I wonder if aside from a peripheral effect mediated via glucocorticoid receptors, there is a feedback mechanism, ACTH production will be suppressed by glucocorticoids, and ACTH comes from a common precursor peptide, proopiomelanocortin, which gets sliced and diced into various peptides, including ACTH, beta-endorphin, and the melanocyte stimulating hormones.
With how finely tuned the body's homeostatic mechanisms are, I would be most surprised if a simple reduction in POMC transcription would be the sole way that ACTH secretion is regulated, aside from causing decrease in CRF release (and probably interactions with CRF-binding protein, which acts as a sink for excess CRF, although its function is considerably more in depth than that, apparently)...I am just studying that area of biochemistry actually, because my g/f has a severe corticosteroid deficiency, due to lack of ACTH, most likely stemming from a hypothalamic issue causing greatly decreased capacity for CRF production or release.

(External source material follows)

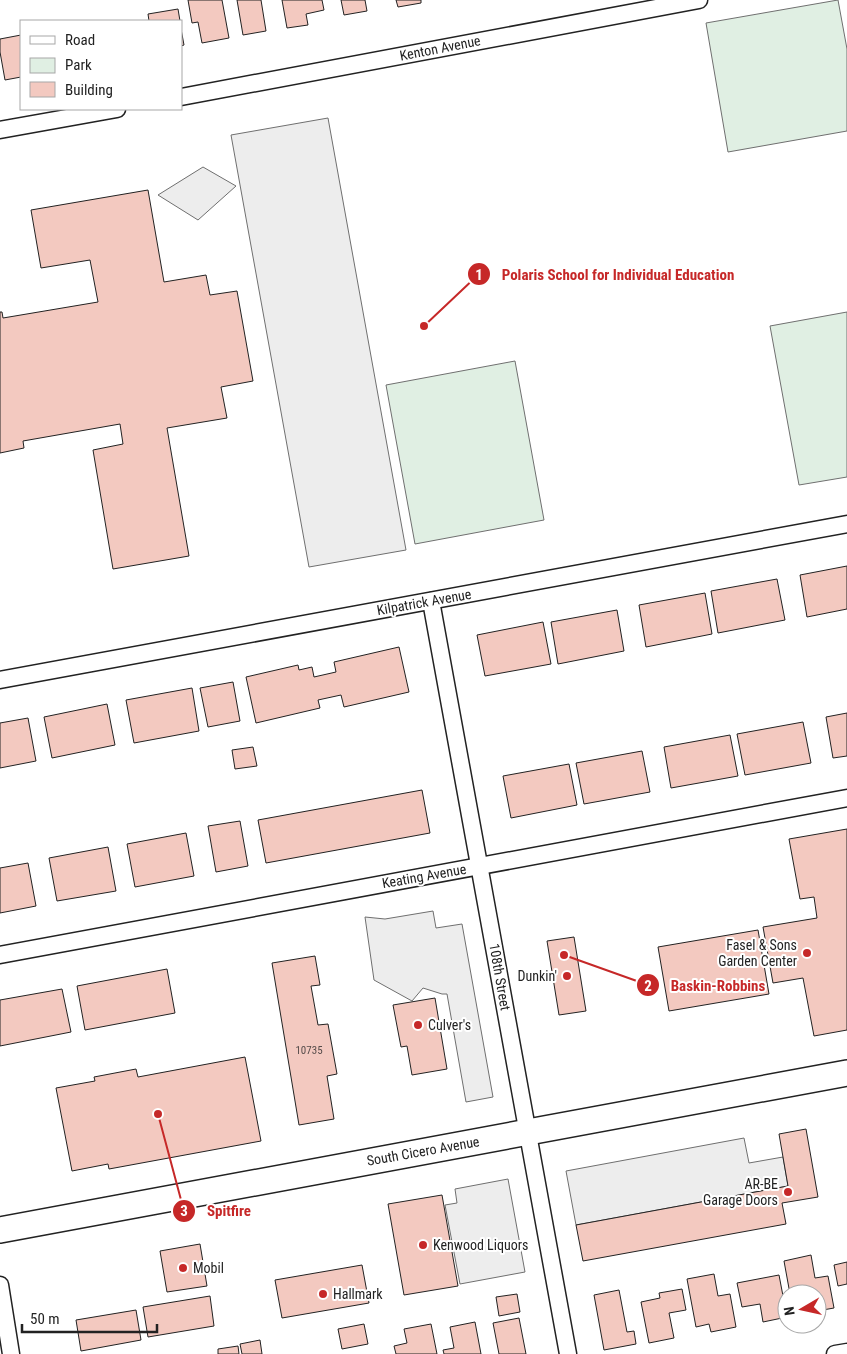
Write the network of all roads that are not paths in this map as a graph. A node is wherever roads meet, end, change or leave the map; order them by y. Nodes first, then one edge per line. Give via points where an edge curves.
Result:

I wonder, if aside from glucocorticoid mediated suppression of CRF release, there are interactions with the enzymes that are required to split POMC into ACTH, beta-endorphin and the melanocyte stimulating hormones.
I might try a dose or two of hydrocortisone and try and appraise its effects on opioid withdrawal, because worse luck, I am there right now, and its pissing me off, tapering down on dihydrocodeine, which I use for a knee condition, temporarily to get my tolerance down and eliminate physical dependence. So far I have cut my dose by 3/4, then switched to a Mu1 selective partial agonist, if I can find it...I know I have some around here somewhere.
http://www.ncbi.nlm.nih.gov/pubmed/7652513
Different Opioid Mechanisms Are Involved in the Modulation of ACTH and Gonadotrophin Release in Man.